The objective of this study is to evaluate patient outcomes in regards to safety and effectiveness based on the clinical performance of the reference devices to further support the assessment of residual risk identified in the Clinical Evaluation Report for the Ortho Development Hip System.
Long term surveillance of survivorship and complications can help to identify pre-surgical comorbidities, perhaps leading to a lower risk of implant failure and subsequent revision surgery. By understanding the role of comorbidities in the specific population, it is possible to increase patient outcomes and satisfaction, while reducing the costs associated with complications and revision surgeries. This study consists of prospective collection and analysis of data for a consecutive series of patients that underwent total hip arthroplasty with the Ortho Development Ovation® Hip System at the study site between 2012 and December 2015. It is estimated that over 400 patients received the subject system. Each of these patients will receive a survey within the mail when they approach, or have exceeded, their five-year post-surgical time period.
Study Type
OBSERVATIONAL
Enrollment
400
Patients undergoing routine total hip arthroplasty will receive surveys regarding survivorship and outcomes.
Straub Medical Center
Honolulu, Hawaii, United States
RECRUITINGSurvivorship - The number of revision surgeries over time.
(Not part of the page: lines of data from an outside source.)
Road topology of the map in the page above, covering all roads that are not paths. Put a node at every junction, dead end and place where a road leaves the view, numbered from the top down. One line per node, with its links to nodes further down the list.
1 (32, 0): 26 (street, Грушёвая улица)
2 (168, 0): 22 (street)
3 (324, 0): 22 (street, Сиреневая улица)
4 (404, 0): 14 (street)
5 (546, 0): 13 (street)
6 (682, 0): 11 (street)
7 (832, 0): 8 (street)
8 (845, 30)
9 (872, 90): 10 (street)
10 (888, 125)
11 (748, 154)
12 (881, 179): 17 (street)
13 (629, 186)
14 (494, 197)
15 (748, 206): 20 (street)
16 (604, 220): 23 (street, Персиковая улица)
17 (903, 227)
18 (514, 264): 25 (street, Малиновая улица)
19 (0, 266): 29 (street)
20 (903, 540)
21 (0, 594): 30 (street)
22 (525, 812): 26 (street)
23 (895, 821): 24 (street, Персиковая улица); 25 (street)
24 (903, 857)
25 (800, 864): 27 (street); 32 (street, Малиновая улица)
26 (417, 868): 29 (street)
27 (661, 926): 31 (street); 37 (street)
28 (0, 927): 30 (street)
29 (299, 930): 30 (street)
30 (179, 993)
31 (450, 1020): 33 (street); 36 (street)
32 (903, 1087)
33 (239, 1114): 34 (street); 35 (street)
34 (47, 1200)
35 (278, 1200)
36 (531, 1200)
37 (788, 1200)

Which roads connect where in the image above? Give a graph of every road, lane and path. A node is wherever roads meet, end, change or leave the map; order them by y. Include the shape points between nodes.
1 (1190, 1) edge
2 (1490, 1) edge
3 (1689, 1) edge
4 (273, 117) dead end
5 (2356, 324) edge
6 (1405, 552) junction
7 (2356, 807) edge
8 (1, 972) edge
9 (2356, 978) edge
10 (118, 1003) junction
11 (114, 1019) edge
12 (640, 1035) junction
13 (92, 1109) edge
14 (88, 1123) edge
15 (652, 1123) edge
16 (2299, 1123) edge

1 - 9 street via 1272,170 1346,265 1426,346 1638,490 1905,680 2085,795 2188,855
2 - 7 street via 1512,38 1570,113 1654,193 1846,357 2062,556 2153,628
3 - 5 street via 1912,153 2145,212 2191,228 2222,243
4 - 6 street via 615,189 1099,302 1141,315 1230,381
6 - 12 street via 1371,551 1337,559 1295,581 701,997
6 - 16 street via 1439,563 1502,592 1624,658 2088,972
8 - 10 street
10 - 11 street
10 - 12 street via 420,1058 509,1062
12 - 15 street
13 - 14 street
The primary outcome will be 5-10 year survivorship of implant components, with failure defined as revision of any component.
Time frame: 5 - 10-year follow-up
Pain and Function
The Hip Disability and Osteoarthritis Outcome score - joint replacement (HOOS JR) will be used. The HOOS-JR is a joint replacement survey designed to measure pain and function.
Time frame: 5 - 10 year follow-up
General Health
The Veterans Rand - 12 (VR-12) will be used to measure general health, including the ability to carry out usual activities.
Time frame: 5 - 10 year follow-up
Patient satisfaction.
A four question patient satisfaction survey will be used to measure the patient's satisfaction with their surgery, pain control, function, and ability to participate in recreational activities.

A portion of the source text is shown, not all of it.